Saved entries
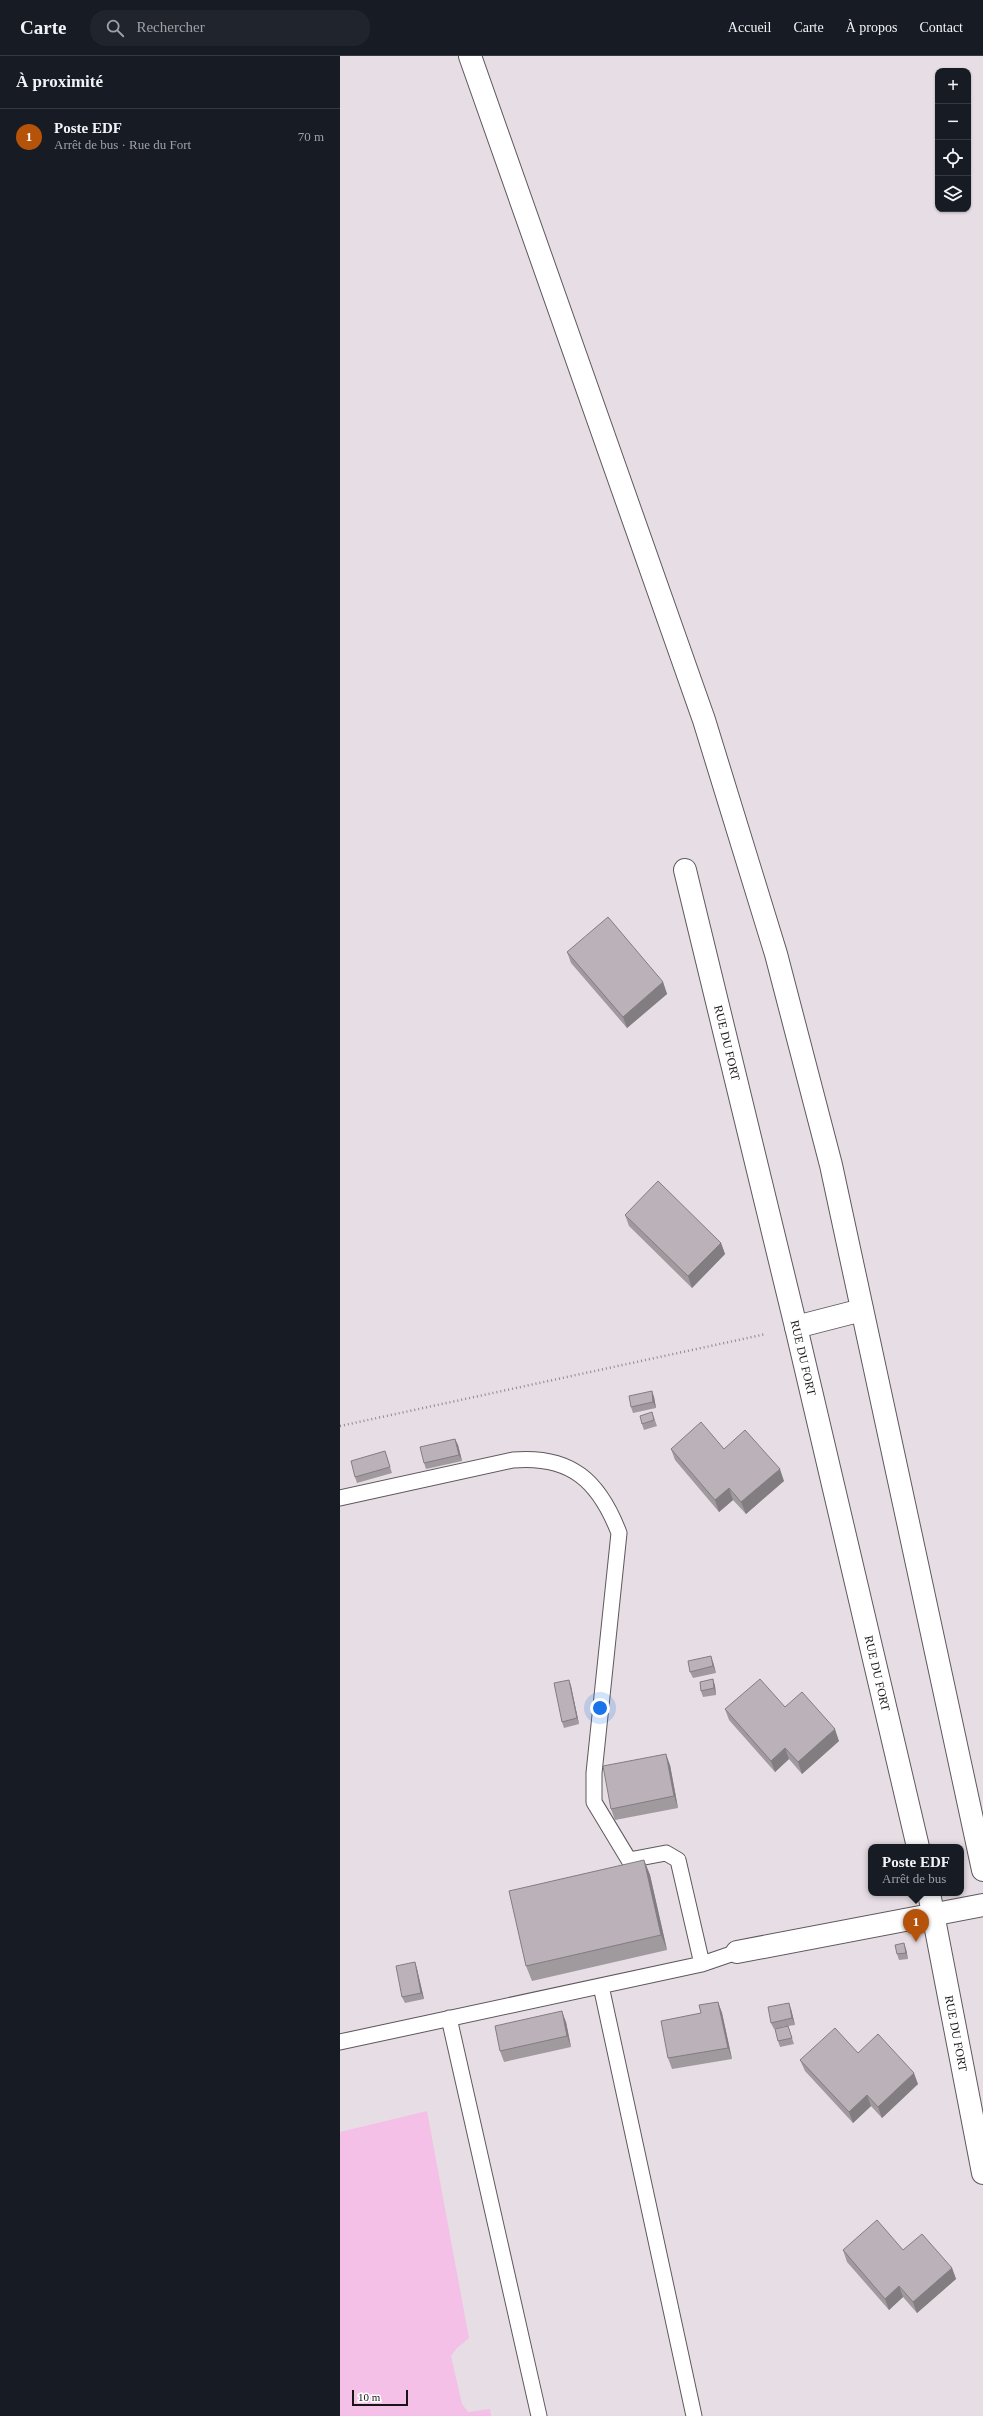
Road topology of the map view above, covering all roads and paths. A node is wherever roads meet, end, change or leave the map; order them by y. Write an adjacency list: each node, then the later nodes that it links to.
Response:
1 (470, 56): 3 (main road)
2 (685, 870): 4 (main road, RUE DU FORT)
3 (862, 1310): 4 (main road); 8 (main road)
4 (796, 1327): 5 (path); 7 (main road, RUE DU FORT)
5 (340, 1426)
6 (340, 1498): 12 (lane)
7 (917, 1844)
8 (983, 1870)
9 (931, 1903): 10 (main road); 11 (main road); 16 (main road, RUE DU FORT)
10 (983, 1905)
11 (737, 1952): 12 (lane)
12 (702, 1964): 13 (lane)
13 (601, 1986): 14 (lane); 18 (lane)
14 (449, 2018): 15 (lane); 17 (lane)
15 (340, 2042)
16 (983, 2173)
17 (539, 2416)
18 (694, 2416)

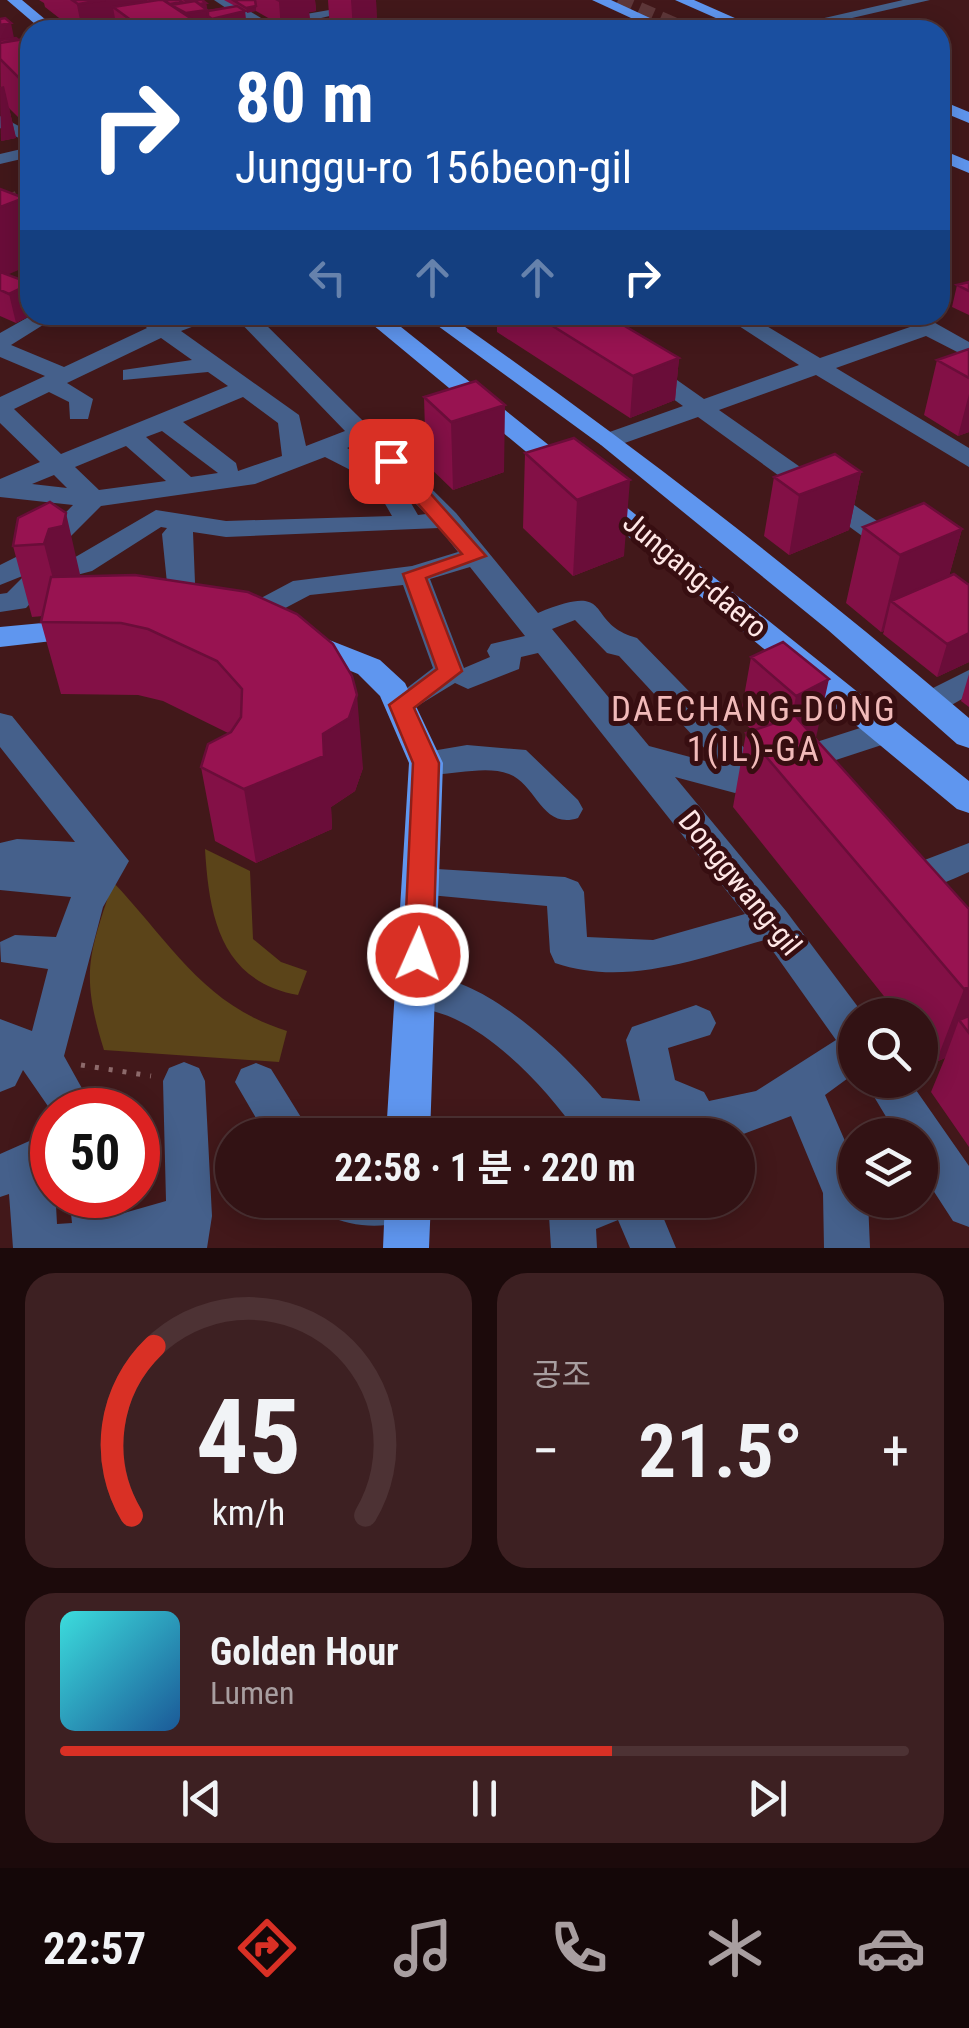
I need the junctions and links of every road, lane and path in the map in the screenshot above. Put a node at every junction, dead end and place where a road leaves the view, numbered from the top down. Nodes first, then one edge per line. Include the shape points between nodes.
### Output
1 (14, 0) edge
2 (221, 0) edge
3 (308, 0) edge
4 (598, 0) edge
5 (682, 0) edge
6 (924, 0) edge
7 (336, 13) junction
8 (39, 20) edge
9 (255, 20) edge
10 (304, 20) edge
11 (348, 20) edge
12 (645, 20) edge
13 (731, 20) edge
14 (827, 20) edge
15 (33, 325) edge
16 (149, 325) edge
17 (155, 325) edge
18 (254, 325) edge
19 (385, 325) edge
20 (448, 325) edge
21 (749, 325) edge
22 (922, 325) edge
23 (928, 328) junction
24 (0, 346) edge
25 (613, 346) edge
26 (969, 351) edge
27 (208, 365) junction
28 (817, 367) junction
29 (131, 375) dead end
30 (57, 379) junction
31 (245, 388) junction
32 (108, 398) dead end
33 (337, 406) junction
34 (701, 407) junction
35 (0, 408) edge
36 (164, 420) junction
37 (290, 420) junction
38 (364, 432) junction
39 (127, 434) junction
40 (610, 440) junction
41 (325, 446) junction
42 (969, 460) edge
43 (57, 462) junction
44 (295, 462) junction
45 (227, 468) dead end
46 (179, 478) dead end
47 (0, 488) edge
48 (132, 492) junction
49 (92, 499) junction
50 (156, 518) junction
51 (446, 519) junction
52 (187, 522) junction
53 (410, 524) junction
54 (476, 556) junction
55 (922, 565) edge
56 (414, 574) junction
57 (0, 576) edge
58 (181, 583) edge
59 (0, 603) edge
60 (235, 624) junction
61 (195, 626) edge
62 (115, 628) edge
63 (538, 634) junction
64 (0, 636) edge
65 (468, 678) dead end
66 (969, 681) edge
67 (930, 703) junction
68 (401, 705) junction
69 (2, 729) edge
70 (885, 732) junction
71 (969, 736) edge
72 (637, 756) junction
73 (426, 763) junction
74 (766, 772) junction
75 (802, 796) edge
76 (969, 800) edge
77 (566, 809) dead end
78 (882, 846) edge
79 (0, 858) edge
80 (969, 858) edge
81 (97, 872) junction
82 (0, 876) edge
83 (421, 883) junction
84 (772, 922) junction
85 (14, 951) dead end
86 (70, 954) junction
87 (418, 991) junction
88 (838, 1012) edge
89 (696, 1023) dead end
90 (15, 1053) edge
91 (838, 1061) edge
92 (184, 1081) joint
93 (256, 1082) dead end
94 (800, 1086) junction
95 (63, 1088) edge
96 (897, 1098) edge
97 (279, 1118) edge
98 (408, 1118) edge
99 (590, 1118) edge
100 (696, 1118) edge
101 (728, 1118) edge
102 (27, 1164) edge
103 (969, 1206) edge
104 (94, 1218) edge
105 (407, 1218) edge
106 (572, 1218) edge
107 (640, 1218) edge
108 (186, 1232) edge
109 (97, 1246) edge
110 (36, 1248) edge
111 (406, 1248) edge
112 (574, 1248) edge
113 (653, 1248) edge
114 (847, 1248) edge

1 - 8 main road
2 - 9 street
3 - 7 street
4 - 12 main road
5 - 13 main road
6 - 14 street
7 - 10 street
7 - 11 street
15 - 24 street
16 - 30 street
17 - 27 street
18 - 33 street, Donggwang-gil
19 - 70 main road, Jungang-daero
20 - 40 main road, Jungang-daero
21 - 28 street
22 - 23 street
23 - 26 street
23 - 28 street
24 - 30 street
25 - 34 street
27 - 29 street
27 - 31 street
28 - 34 street
28 - 42 street
30 - 32 street via 80,407
30 - 35 street
31 - 36 street
31 - 37 street
33 - 37 street
33 - 38 street, Donggwang-gil
34 - 40 street
34 - 55 street
35 - 43 street
36 - 39 street
36 - 45 street
37 - 44 street
38 - 41 street
38 - 51 street, Donggwang-gil
39 - 43 street
39 - 46 street
40 - 67 main road, Jungang-daero
41 - 44 street
41 - 53 street via 382,476
43 - 47 street
43 - 49 street
44 - 48 street via 255,476
47 - 49 street
48 - 49 street
48 - 50 street
49 - 57 street via 38,556
50 - 52 street
50 - 59 street via 82,565 40,576 16,601
51 - 53 street
51 - 54 street, Donggwang-gil
52 - 53 street via 226,529 308,516
52 - 58 street via 176,534
54 - 56 street
54 - 63 street, Donggwang-gil
56 - 60 street via 302,587
56 - 68 street via 450,671
60 - 61 main road
60 - 68 main road via 302,639 369,666
62 - 64 main road
63 - 65 street via 502,650 508,662
63 - 72 street, Donggwang-gil
63 - 74 street via 579,607
66 - 67 street
67 - 71 main road, Jungang-daero
68 - 73 main road
69 - 81 street
70 - 74 street
70 - 76 main road, Jungang-daero
72 - 74 street via 736,781
72 - 84 street, Donggwang-gil
73 - 77 street via 514,759
73 - 83 main road
74 - 75 street
78 - 80 street via 916,878
79 - 81 street via 17,853
81 - 82 street via 62,880
81 - 86 street
83 - 84 street via 565,892 569,952 653,956
83 - 87 main road
84 - 88 street, Donggwang-gil
85 - 86 street
86 - 90 street via 57,1028
87 - 98 main road
87 - 99 street via 476,1009
89 - 100 street via 646,1040 657,1092 689,1106
90 - 92 path
90 - 95 street
91 - 94 street
92 - 108 street
93 - 97 street
94 - 101 street
94 - 114 street via 844,1192
96 - 103 street
102 - 110 street
104 - 109 street
105 - 111 main road
106 - 112 street
107 - 113 street
108 - 109 street
109 - 110 street

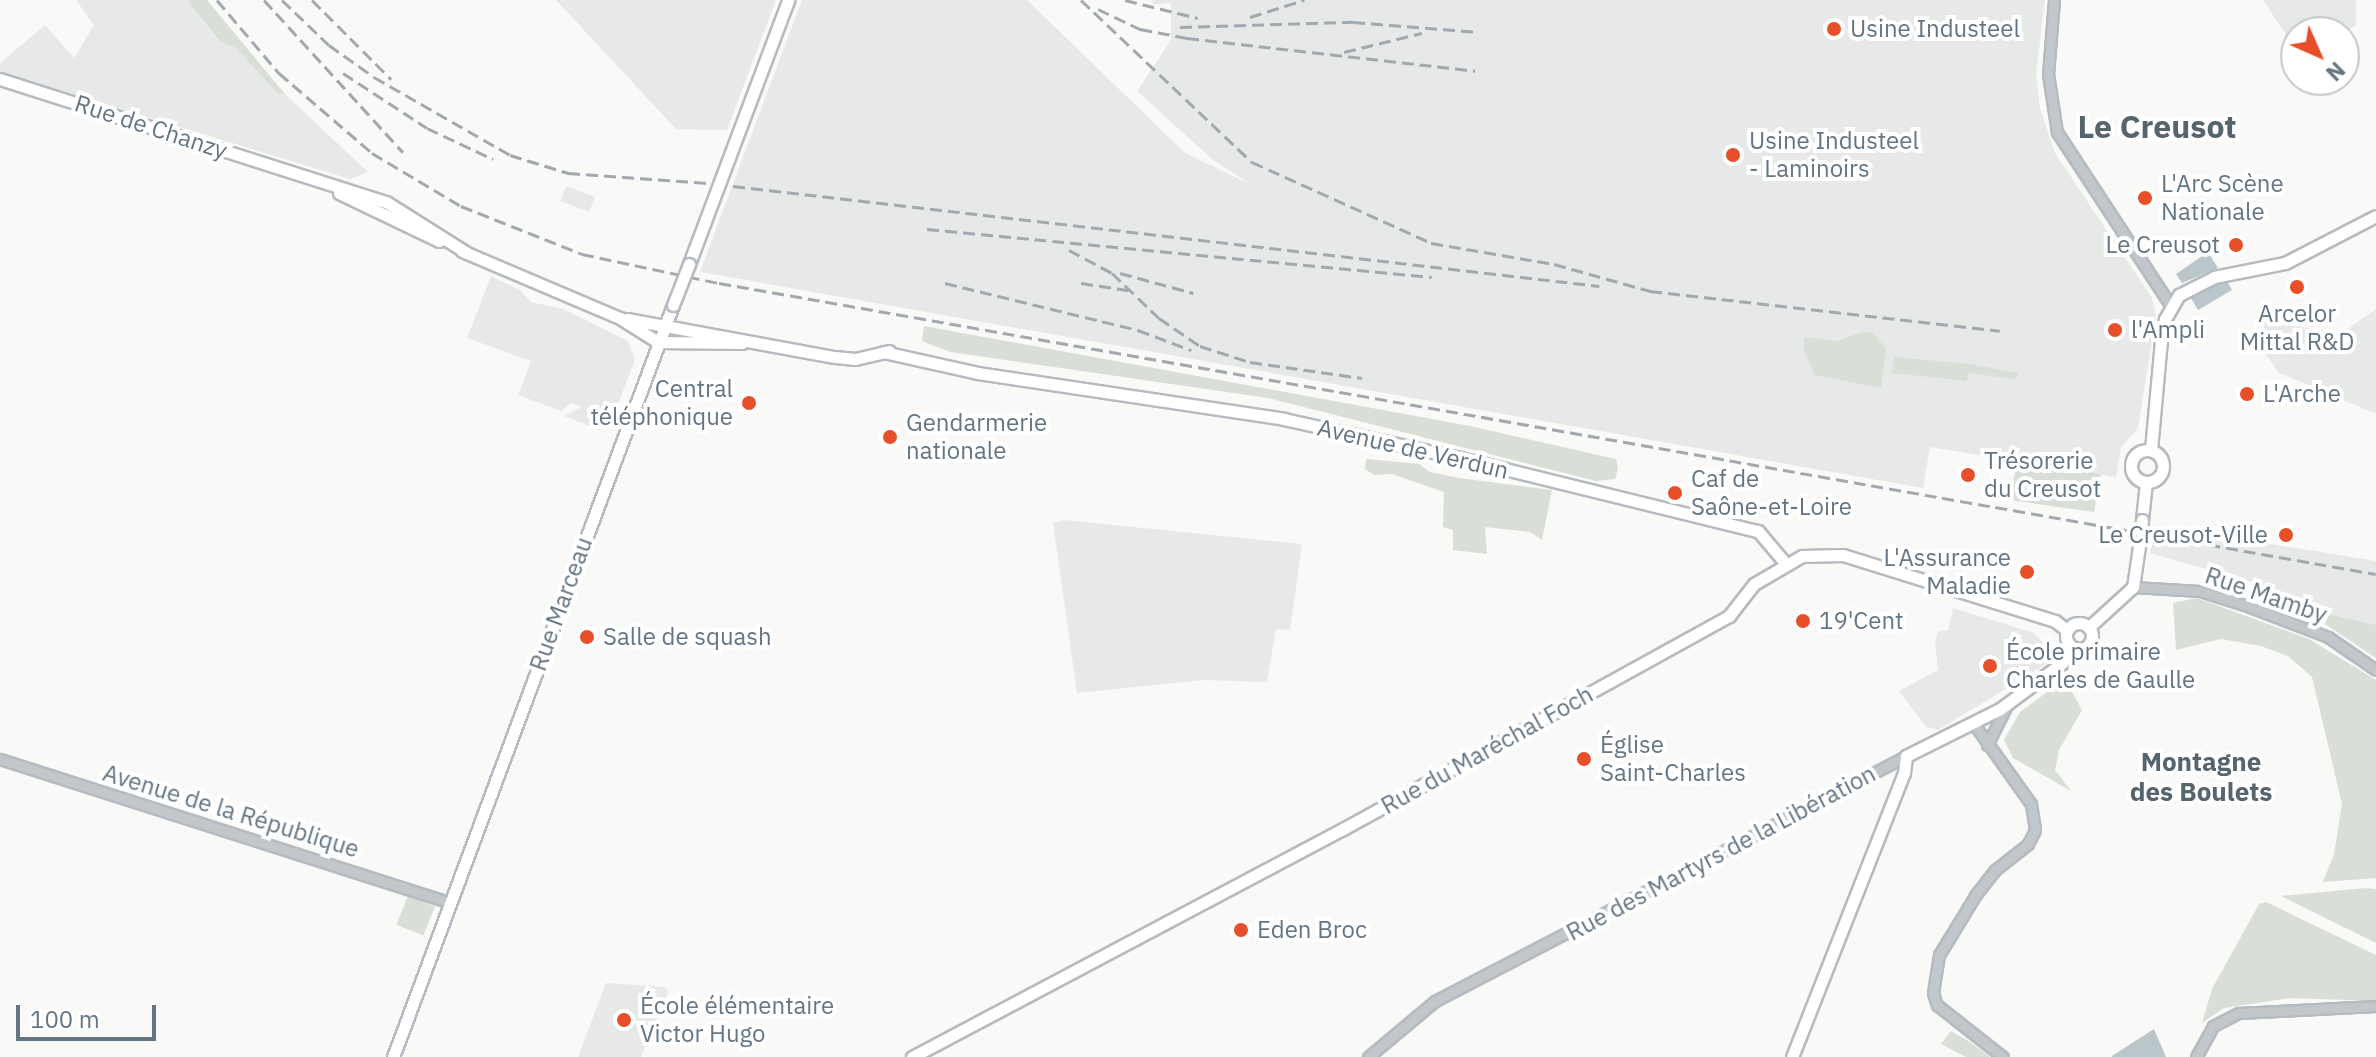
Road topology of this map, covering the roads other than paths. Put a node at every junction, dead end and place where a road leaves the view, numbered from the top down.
1 (788, 0) edge
2 (2057, 0) edge
3 (0, 79) edge
4 (2376, 216) edge
5 (2171, 306) junction
6 (620, 318) junction
7 (664, 326) junction
8 (658, 342) junction
9 (742, 343) junction
10 (2151, 450) junction
11 (2146, 486) junction
12 (1786, 564) junction
13 (2133, 587) junction
14 (2089, 627) junction
15 (2067, 630) junction
16 (2073, 648) junction
17 (2376, 670) edge
18 (2009, 703) junction
19 (1974, 724) junction
20 (1987, 745) junction
21 (1906, 756) junction
22 (0, 759) edge
23 (450, 903) junction
24 (2376, 1006) edge
25 (393, 1057) edge
26 (912, 1057) edge
27 (1368, 1057) edge
28 (1792, 1057) edge
29 (2003, 1057) edge
30 (2196, 1057) edge

1 - 7 main road, Rue Marceau, bridge
2 - 5 street
3 - 6 main road, Rue de Chanzy
4 - 5 main road
5 - 10 main road
6 - 7 main road, Rue de Chanzy
6 - 8 main road, Rue de Chanzy
7 - 8 main road, Rue Marceau
7 - 9 main road, Avenue de Verdun
8 - 9 main road, Avenue de Verdun
8 - 23 main road, Rue Marceau
9 - 12 main road, Avenue de Verdun
10 - 11 main road
10 - 11 main road
11 - 13 main road, bridge
12 - 15 main road, Rue du Maréchal Foch
12 - 26 main road, Rue du Maréchal Foch
13 - 14 main road
13 - 17 street, Rue Mamby
14 - 15 main road
14 - 16 main road
15 - 16 main road
16 - 18 main road, Rue des Martyrs de la Libération
18 - 19 main road, Rue des Martyrs de la Libération
18 - 20 street
19 - 20 street
19 - 21 main road, Rue des Martyrs de la Libération
20 - 29 street
21 - 27 street, Rue des Martyrs de la Libération
21 - 28 main road
22 - 23 street, Avenue de la République
23 - 25 main road, Rue Marceau
24 - 30 street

Action item:
In the records, which lines use the word "bridge"? Report them.

Answer box:
1 - 7 main road, Rue Marceau, bridge
11 - 13 main road, bridge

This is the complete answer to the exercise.